Union chief: LEOFF-1 firefighters a minority
Kelly Fox has been the president of the Washington State Council of Fire Fighters union since 1996, and he’s been a firefighter in Olympia longer than that.
So he is understandably defensive about some of the things that have been written about people who do that job in Washington, following the recent Associated Press series about pension abuses. Fox thinks that people may not understand a crucial bit of context about the pension abuses – the fact that they were entirely centered on a system that was changed decades ago.
“The line firefighter who goes out on calls all day long … we’re not the guys who did that,” said Fox. “But we’re the ones who are going to see the citizens out there saying, ‘You’re sticking it to us and taking money from poor kids.’ ”

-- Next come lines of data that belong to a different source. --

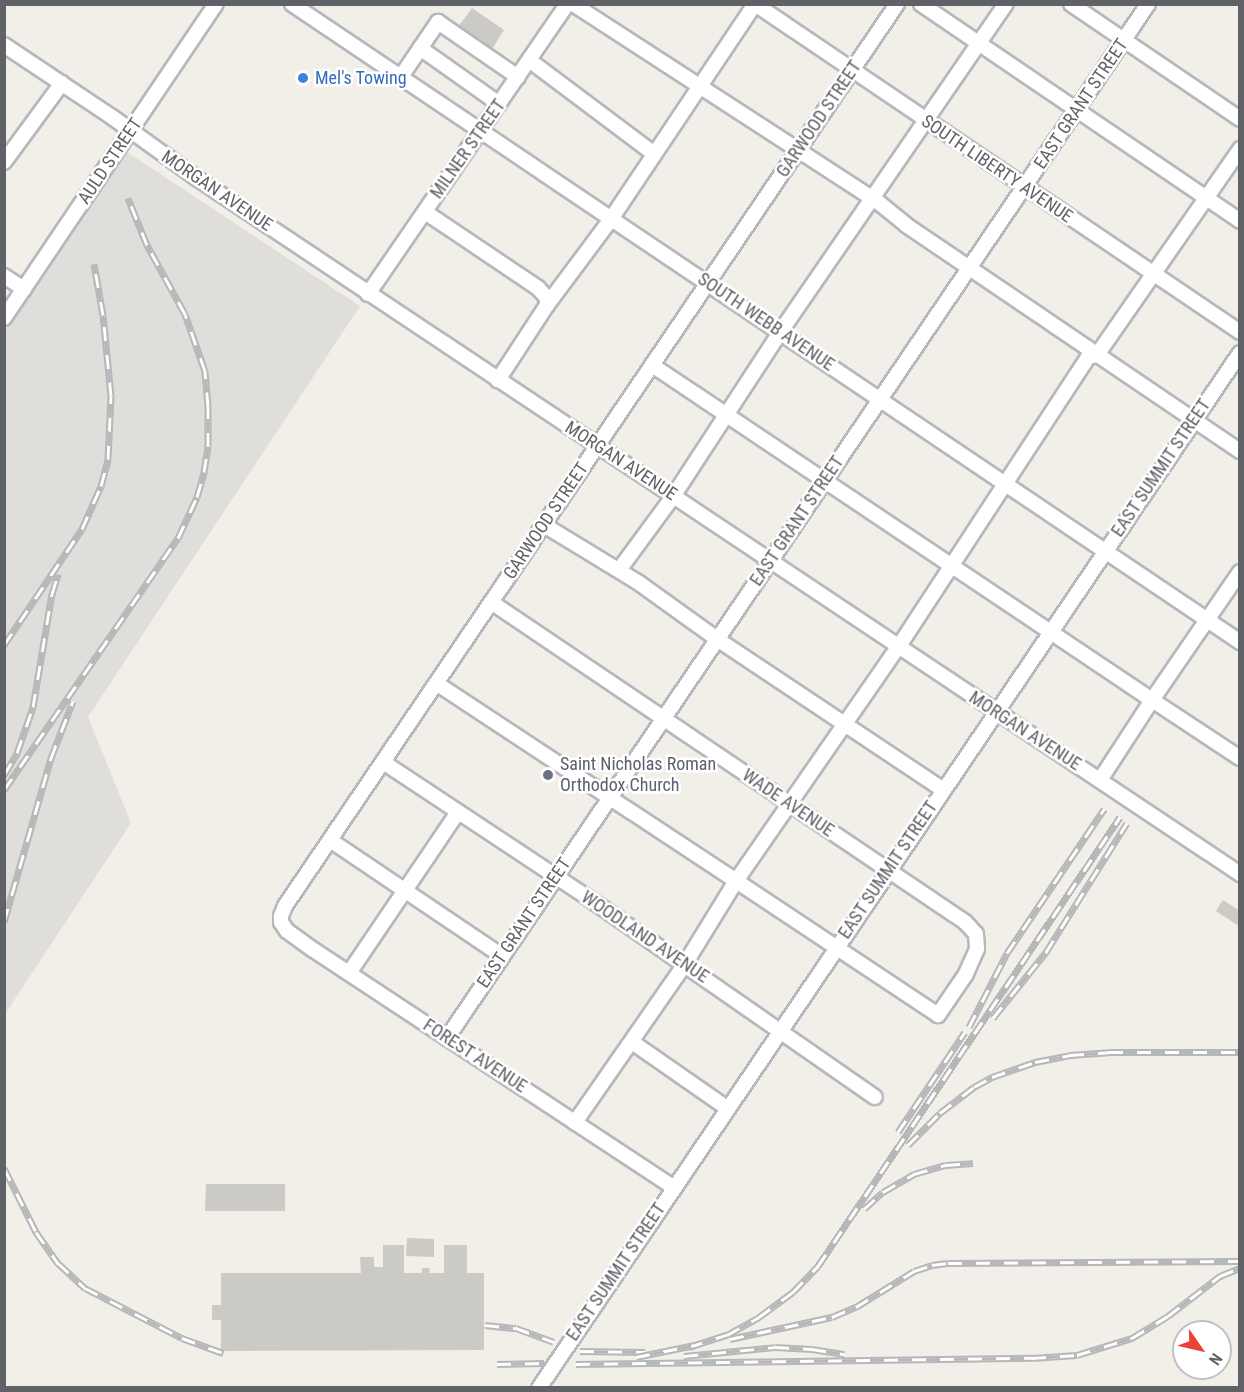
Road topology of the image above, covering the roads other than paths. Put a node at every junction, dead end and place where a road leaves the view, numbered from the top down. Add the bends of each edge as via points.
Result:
1 (216, 4) edge
2 (292, 4) edge
3 (567, 4) edge
4 (573, 4) edge
5 (755, 4) edge
6 (897, 4) edge
7 (921, 4) edge
8 (1006, 4) edge
9 (1071, 4) edge
10 (1148, 4) edge
11 (1124, 40) junction
12 (979, 44) junction
13 (4, 45) edge
14 (420, 48) junction
15 (529, 60) junction
16 (852, 71) junction
17 (518, 77) junction
18 (400, 78) junction
19 (62, 83) junction
20 (699, 87) junction
21 (499, 104) junction
22 (1076, 111) junction
23 (1239, 119) edge
24 (925, 120) junction
25 (131, 131) junction
26 (480, 132) junction
27 (1239, 149) edge
28 (797, 151) junction
29 (654, 154) junction
30 (4, 162) edge
31 (1024, 187) junction
32 (1205, 197) junction
33 (873, 199) junction
34 (425, 213) junction
35 (611, 219) junction
36 (1239, 221) edge
37 (969, 268) junction
38 (1153, 274) junction
39 (4, 276) edge
40 (707, 283) junction
41 (24, 289) junction
42 (368, 294) junction
43 (547, 305) junction
44 (4, 318) edge
45 (780, 331) junction
46 (1239, 332) edge
47 (1239, 353) edge
48 (1097, 355) junction
49 (652, 365) junction
50 (498, 380) junction
51 (880, 398) junction
52 (726, 415) junction
53 (1194, 421) junction
54 (598, 445) junction
55 (1239, 451) edge
56 (824, 480) junction
57 (1006, 484) junction
58 (674, 495) junction
59 (544, 525) junction
60 (1105, 550) junction
61 (770, 560) junction
62 (953, 564) junction
63 (619, 570) junction
64 (1239, 572) edge
65 (491, 602) junction
66 (1206, 620) junction
67 (1050, 631) junction
68 (717, 639) junction
69 (1239, 642) edge
70 (899, 646) junction
71 (436, 683) junction
72 (1152, 700) junction
73 (996, 711) junction
74 (663, 719) junction
75 (845, 724) junction
76 (1239, 758) edge
77 (383, 762) junction
78 (1100, 780) junction
79 (943, 790) junction
80 (609, 799) junction
81 (791, 804) junction
82 (458, 812) junction
83 (330, 840) junction
84 (888, 870) junction
85 (1239, 874) edge
86 (556, 877) junction
87 (736, 881) junction
88 (405, 891) junction
89 (280, 921) joint
90 (836, 948) junction
91 (502, 956) junction
92 (685, 964) junction
93 (349, 973) junction
94 (780, 1030) junction
95 (447, 1038) junction
96 (632, 1042) junction
97 (875, 1097) dead end
98 (727, 1108) junction
99 (575, 1122) junction
100 (673, 1187) junction
101 (538, 1388) edge

1 - 25 street, AULD STREET
2 - 18 street, SOUTH WEBB AVENUE
3 - 15 street, MILNER STREET
4 - 20 street
5 - 16 street, SOUTH LIBERTY AVENUE
5 - 20 street
6 - 16 street, GARWOOD STREET
7 - 12 street
8 - 12 street
9 - 11 street
10 - 11 street, EAST GRANT STREET
11 - 22 street, EAST GRANT STREET
11 - 23 street
12 - 22 street
12 - 24 street
13 - 19 street, MORGAN AVENUE
14 - 17 street via 438,22
14 - 18 street
14 - 21 street
15 - 17 street, MILNER STREET
15 - 29 street
16 - 24 street, SOUTH LIBERTY AVENUE
16 - 28 street, GARWOOD STREET
17 - 21 street, MILNER STREET
18 - 26 street, SOUTH WEBB AVENUE
19 - 25 street, MORGAN AVENUE
19 - 30 street
20 - 28 street
20 - 29 street
21 - 26 street, MILNER STREET
22 - 31 street, EAST GRANT STREET
22 - 32 street
24 - 31 street, SOUTH LIBERTY AVENUE
24 - 33 street
25 - 41 street, AULD STREET
25 - 42 street, MORGAN AVENUE
26 - 34 street, MILNER STREET
26 - 35 street, SOUTH WEBB AVENUE
27 - 32 street
28 - 33 street
28 - 40 street, GARWOOD STREET
29 - 35 street
31 - 37 street, EAST GRANT STREET
31 - 38 street, SOUTH LIBERTY AVENUE
32 - 36 street
32 - 38 street
33 - 37 street
33 - 45 street
34 - 42 street, MILNER STREET
34 - 43 street via 538,288 547,298
35 - 40 street, SOUTH WEBB AVENUE
35 - 43 street
37 - 48 street
37 - 51 street, EAST GRANT STREET
38 - 46 street, SOUTH LIBERTY AVENUE
38 - 48 street
39 - 41 street
40 - 45 street, SOUTH WEBB AVENUE
40 - 49 street, GARWOOD STREET
41 - 44 street, AULD STREET
42 - 50 street, MORGAN AVENUE
43 - 50 street
45 - 51 street, SOUTH WEBB AVENUE
45 - 52 street
47 - 53 street, EAST SUMMIT STREET
48 - 53 street
48 - 57 street via 1088,357
49 - 52 street
49 - 54 street, GARWOOD STREET
50 - 54 street, MORGAN AVENUE
51 - 56 street, EAST GRANT STREET
51 - 57 street, SOUTH WEBB AVENUE
52 - 56 street
52 - 58 street
53 - 55 street
53 - 60 street, EAST SUMMIT STREET
54 - 58 street, MORGAN AVENUE
54 - 59 street, GARWOOD STREET
56 - 61 street, EAST GRANT STREET
56 - 62 street
57 - 60 street, SOUTH WEBB AVENUE
57 - 62 street
58 - 61 street, MORGAN AVENUE
58 - 63 street
59 - 63 street
59 - 65 street, GARWOOD STREET
60 - 66 street, SOUTH WEBB AVENUE
60 - 67 street, EAST SUMMIT STREET
61 - 68 street, EAST GRANT STREET
61 - 70 street, MORGAN AVENUE
62 - 67 street
62 - 70 street
63 - 68 street
64 - 66 street
65 - 71 street, GARWOOD STREET
65 - 74 street, WADE AVENUE
66 - 69 street, SOUTH WEBB AVENUE
66 - 72 street
67 - 72 street
67 - 73 street, EAST SUMMIT STREET
68 - 74 street, EAST GRANT STREET
68 - 75 street
70 - 73 street, MORGAN AVENUE
70 - 75 street
71 - 77 street, GARWOOD STREET
71 - 80 street
72 - 76 street
72 - 78 street
73 - 78 street, MORGAN AVENUE
73 - 79 street, EAST SUMMIT STREET
74 - 80 street, EAST GRANT STREET
74 - 81 street, WADE AVENUE
75 - 79 street
75 - 81 street
77 - 82 street, WOODLAND AVENUE
77 - 83 street, GARWOOD STREET
78 - 85 street, MORGAN AVENUE
79 - 84 street, EAST SUMMIT STREET
80 - 86 street, EAST GRANT STREET
80 - 87 street
81 - 84 street, WADE AVENUE
81 - 87 street
82 - 86 street, WOODLAND AVENUE
82 - 88 street
83 - 88 street
83 - 89 street, GARWOOD STREET via 285,906
84 - 90 street, EAST SUMMIT STREET
84 - 90 street, WADE AVENUE via 965,922 976,934 977,949 966,974 938,1015
86 - 91 street, EAST GRANT STREET
86 - 92 street, WOODLAND AVENUE
87 - 90 street
87 - 92 street
88 - 91 street
88 - 93 street
89 - 93 street, FOREST AVENUE via 287,931
90 - 94 street, EAST SUMMIT STREET
91 - 95 street, EAST GRANT STREET
92 - 94 street, WOODLAND AVENUE
92 - 96 street
93 - 95 street, FOREST AVENUE
94 - 97 street, WOODLAND AVENUE
94 - 98 street, EAST SUMMIT STREET
95 - 99 street, FOREST AVENUE
96 - 98 street
96 - 99 street
98 - 100 street, EAST SUMMIT STREET
99 - 100 street, FOREST AVENUE
100 - 101 street, EAST SUMMIT STREET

Fox’s choice of words there was specific. Because it was I, not long ago, who wrote that pension-spiking firefighters were sticking it to us and hurting poor kids.
Now, I really did, and really do, think that. The people who are busily looking for reasons not to pay for schools, social services, parks – and that is most of us – will dine out on the stories of pension abuse for years. That kind of pension gaming, by cities looking to push firefighters off their payrolls and by the firefighters themselves, will have a political cost that far exceeds its financial one.

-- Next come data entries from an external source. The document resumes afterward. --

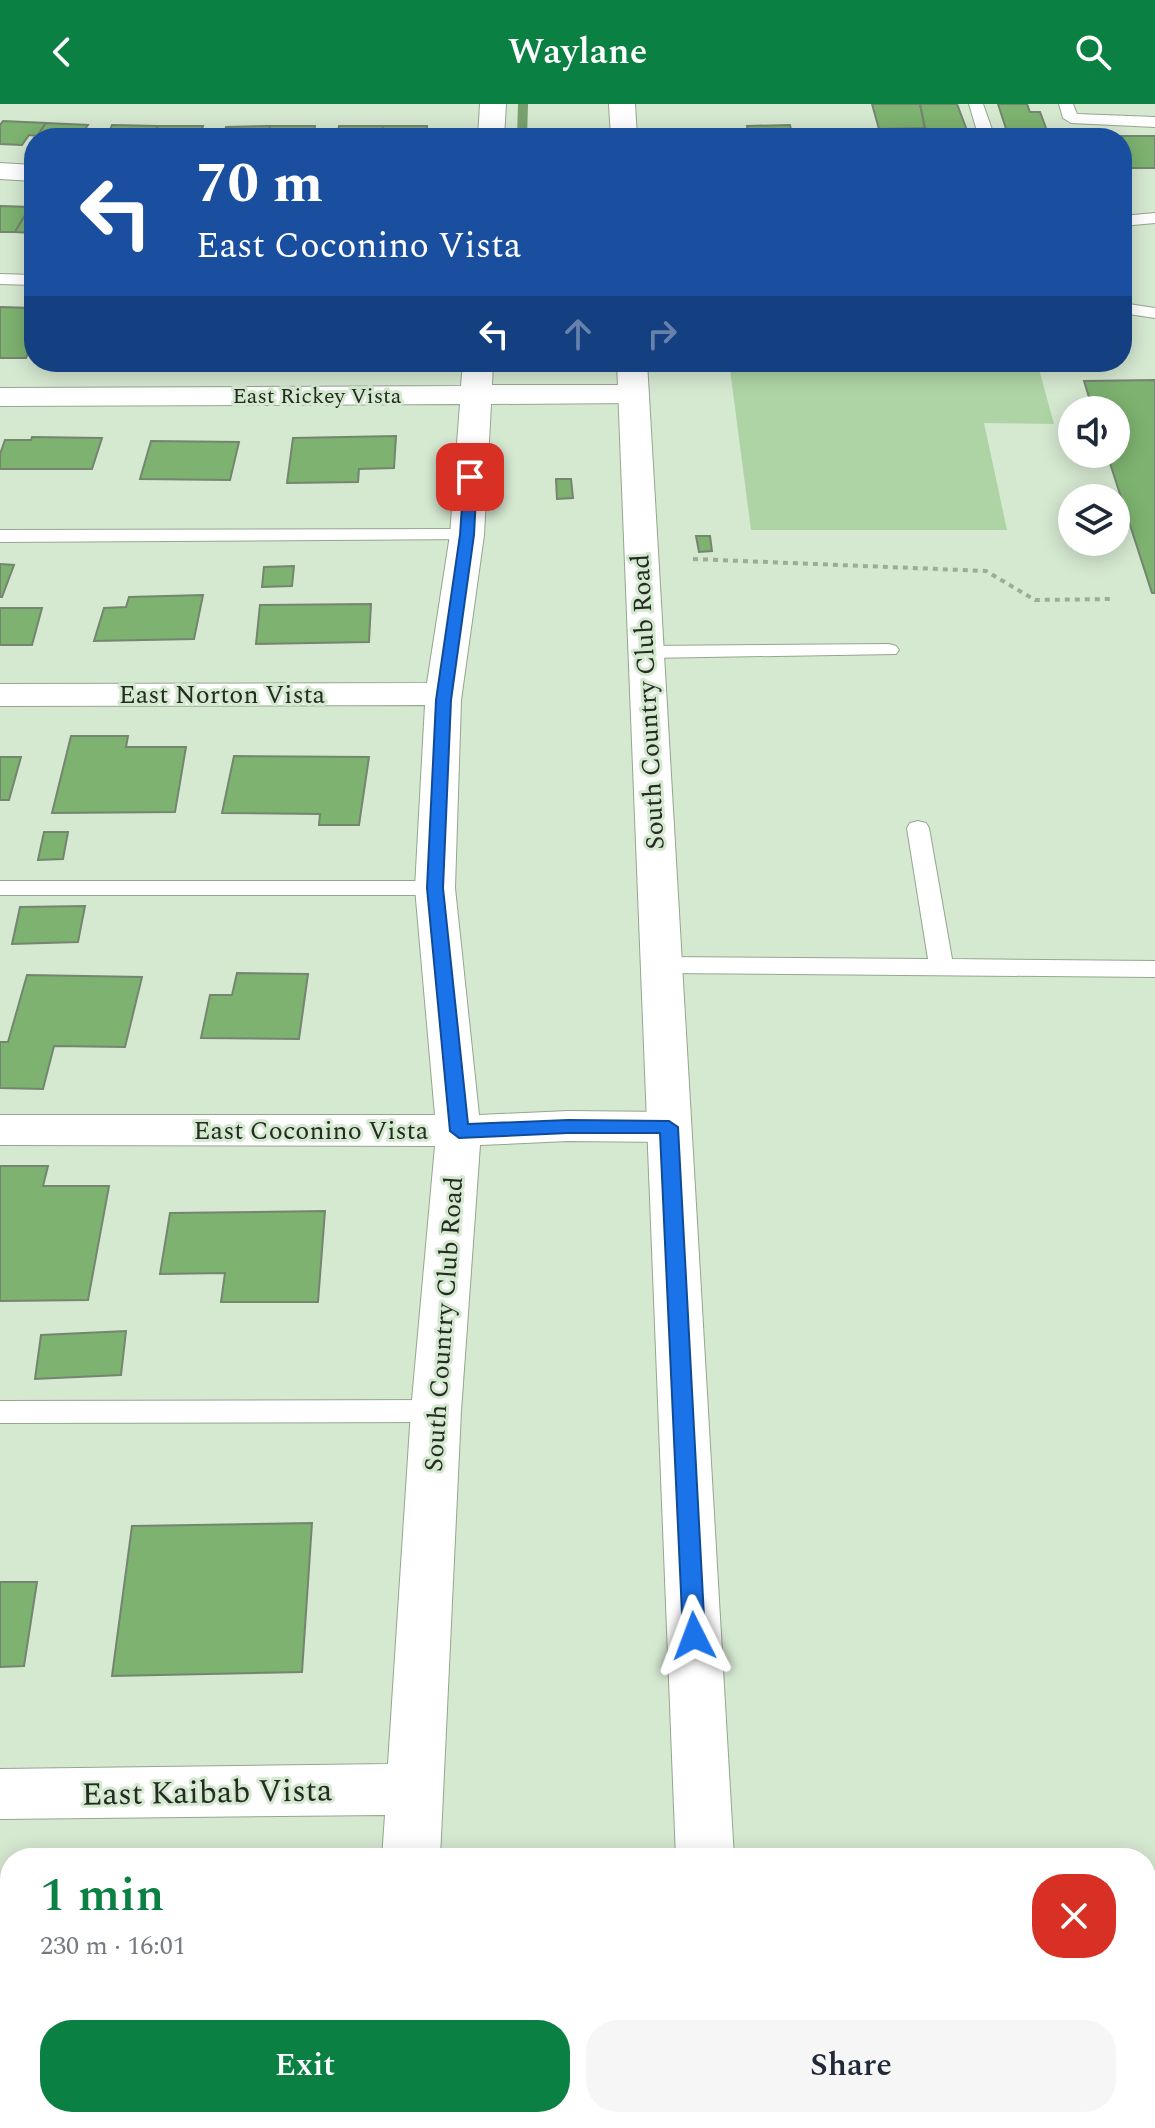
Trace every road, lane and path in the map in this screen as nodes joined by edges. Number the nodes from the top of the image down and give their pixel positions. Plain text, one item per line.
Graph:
1 (493, 104) edge
2 (622, 104) edge
3 (976, 104) edge
4 (1066, 104) edge
5 (1155, 122) edge
6 (492, 128) edge
7 (623, 128) edge
8 (984, 128) edge
9 (0, 171) edge
10 (24, 172) edge
11 (1155, 218) edge
12 (1132, 220) edge
13 (0, 279) edge
14 (24, 280) edge
15 (1132, 310) edge
16 (1155, 313) edge
17 (633, 372) edge
18 (477, 378) edge
19 (634, 394) junction
20 (0, 397) edge
21 (467, 535) junction
22 (0, 536) edge
23 (693, 559) dead end
24 (1110, 599) dead end
25 (889, 650) dead end
26 (646, 652) junction
27 (444, 694) junction
28 (0, 695) edge
29 (918, 828) dead end
30 (0, 888) edge
31 (435, 888) junction
32 (661, 965) junction
33 (941, 967) junction
34 (1155, 969) edge
35 (669, 1127) junction
36 (0, 1130) edge
37 (459, 1131) junction
38 (436, 1411) junction
39 (0, 1412) edge
40 (415, 1789) junction
41 (0, 1794) edge
42 (412, 1848) edge
43 (705, 1848) edge

1 - 6 street
2 - 7 street
3 - 8 lane
4 - 5 lane
9 - 10 street
11 - 12 lane
13 - 14 lane
15 - 16 lane
17 - 19 street, South Country Club Road
18 - 19 street, East Rickey Vista
18 - 20 street, East Rickey Vista
18 - 21 street, South Country Club Road
19 - 26 street, South Country Club Road
21 - 22 lane
21 - 27 street, South Country Club Road
23 - 24 path
25 - 26 lane
26 - 32 street, South Country Club Road
27 - 28 street, East Norton Vista
27 - 31 street, South Country Club Road
29 - 33 lane
30 - 31 lane
31 - 37 street, South Country Club Road
32 - 33 lane
32 - 35 street, South Country Club Road
33 - 34 lane
35 - 37 street, East Coconino Vista
35 - 43 street, South Country Club Road
36 - 37 street, East Coconino Vista
37 - 38 street, South Country Club Road
38 - 39 lane
38 - 40 street, South Country Club Road
40 - 41 street, East Kaibab Vista
40 - 42 street, South Country Club Road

Fox gets that. But as one of the vast majority of firefighters who are outside the retirement system that is ripest for abuse, he feels that when someone like me writes about what “firefighters” are doing, that I’m painting with an enormous brush.
“It is not a complete picture,” Fox said.
The pension-spiking abuses were uncovered by an AP reporter who did a three-part series on various problems in the pension, disability and medical systems for state workers. The series included an example of three firefighters in Lakewood who received raises just weeks before retirement that drove up their lifetime pensions by as much as $1 million, collectively.
Those firefighters are part of the LEOFF-1 pension system, a lavish and expensive system that was replaced in 1977. Most of the abuses or problems uncovered by the AP stories involved LEOFF-1 pensioners. Many critics of the AP series, and of my column, say there was an insufficient explanation about how small LEOFF-1 is, relatively, and the fact that it is so well-funded that the state has not needed to contribute to it for 13 years.
Fox said that around 200 working firefighters and cops around the state are part of the LEOFF-1 system – relatively few cops or firefighters on the plan are still working. Of course, around 8,000 retirees are now covered by the plan, and the ongoing expense of their retirements is by no means a closed matter.
Fox was emphatic in repeatedly noting that he did not support the kinds of pension spiking that occurred. But he was also emphatic that such abuses could not occur under the LEOFF-2 system. For one thing, he said, retirement benefits for those firefighters are established not by final salary, as in LEOFF-1, but by the highest 60-month average pay a firefighter received.
He and others have also argued that when it comes to the LEOFF-1 retirements, we’re not talking about frontline firefighters – the people out there in the communities, going out on calls – but on late-career folks who have moved into management.
“You’re talking about very few people, and it’s primarily folks who have … 34, 35, 36 years on the job,” he said.
Finally, Fox took issue with the impression that all retiring firefighters were seeing big late-career raises. The AP reported that LEOFF-1 retirees saw an average of 5.5 percent raises in their last year of employment; at a time of deep budget-cutting, such a pattern is loathsome. And it is in no way mitigated by the fact that the LEOFF-1 system is well-funded – there are millions of state tax dollars in that fund that are not simply there to be plundered.
But Fox argues that LEOFF-2 firefighters are not seeing such late-career raises, in part because the system was reformed to remove the incentive for pension spiking.
“Across the state, we’re seeing most people taking pay freezes, if not reductions,” he said.
Fox makes fair points. For my money, the most important thing he does is avoid attempting to excuse the abuses – which many have done, wrapping themselves up in a self-pitying claim of victimhood at the hands of the press – while attempting to stick up for the basic decency of his members.
“This really does hit us hard as an organization and a profession,” he said.